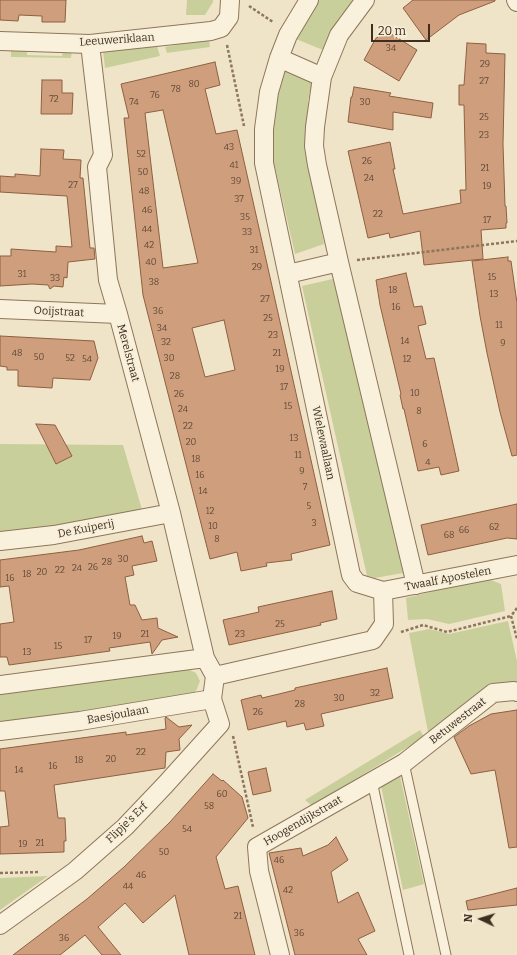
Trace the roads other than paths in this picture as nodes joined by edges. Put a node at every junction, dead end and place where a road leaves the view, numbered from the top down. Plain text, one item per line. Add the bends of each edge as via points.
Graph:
1 (309, 0) edge
2 (365, 0) edge
3 (226, 15) edge
4 (0, 41) edge
5 (90, 44) junction
6 (278, 58) junction
7 (322, 77) junction
8 (339, 262) junction
9 (288, 274) junction
10 (0, 309) edge
11 (118, 314) junction
12 (171, 512) junction
13 (0, 540) edge
14 (516, 571) edge
15 (416, 585) junction
16 (383, 591) junction
17 (205, 658) junction
18 (215, 676) junction
19 (0, 685) edge
20 (517, 692) edge
21 (212, 699) junction
22 (0, 731) edge
23 (404, 763) junction
24 (372, 781) junction
25 (0, 925) edge
26 (280, 955) edge
27 (409, 955) edge
28 (446, 955) edge

1 - 6 street, Wielewaallaan via 289,32
2 - 7 street via 339,35
3 - 5 street, Leeuweriklaan via 211,31
4 - 5 street, Leeuweriklaan
5 - 11 street, Merelstraat via 103,155 97,167 107,272
6 - 7 street
6 - 9 street, Wielewaallaan via 269,92 264,163
7 - 8 street via 314,146
8 - 9 street
8 - 15 street
9 - 16 street, Wielewaallaan via 351,575 357,583
10 - 11 street, Ooijstraat
11 - 12 street, Merelstraat
12 - 13 street, De Kuiperij via 54,535
12 - 17 street, Merelstraat
14 - 15 street, Twaalf Apostelen
15 - 16 street, Twaalf Apostelen
16 - 18 street via 384,624 373,640
17 - 18 street
17 - 19 street
18 - 21 street
20 - 23 street, Betuwestraat via 493,693
21 - 22 street, Baesjoulaan via 80,721
21 - 25 street, Flipje's Erf via 220,724 165,785 125,827 75,871
23 - 24 street, Hoogendijkstraat
23 - 28 lane
24 - 26 street, Hoogendijkstraat via 257,847 259,871
24 - 27 lane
▬▬▬▬▬▬▬▬▬▬
**EXERCISE:**
Lines holding the string "Leeuweriklaan" in the records above must be counted; give the number alone.

**ANSWER TO THIS TASK:**
2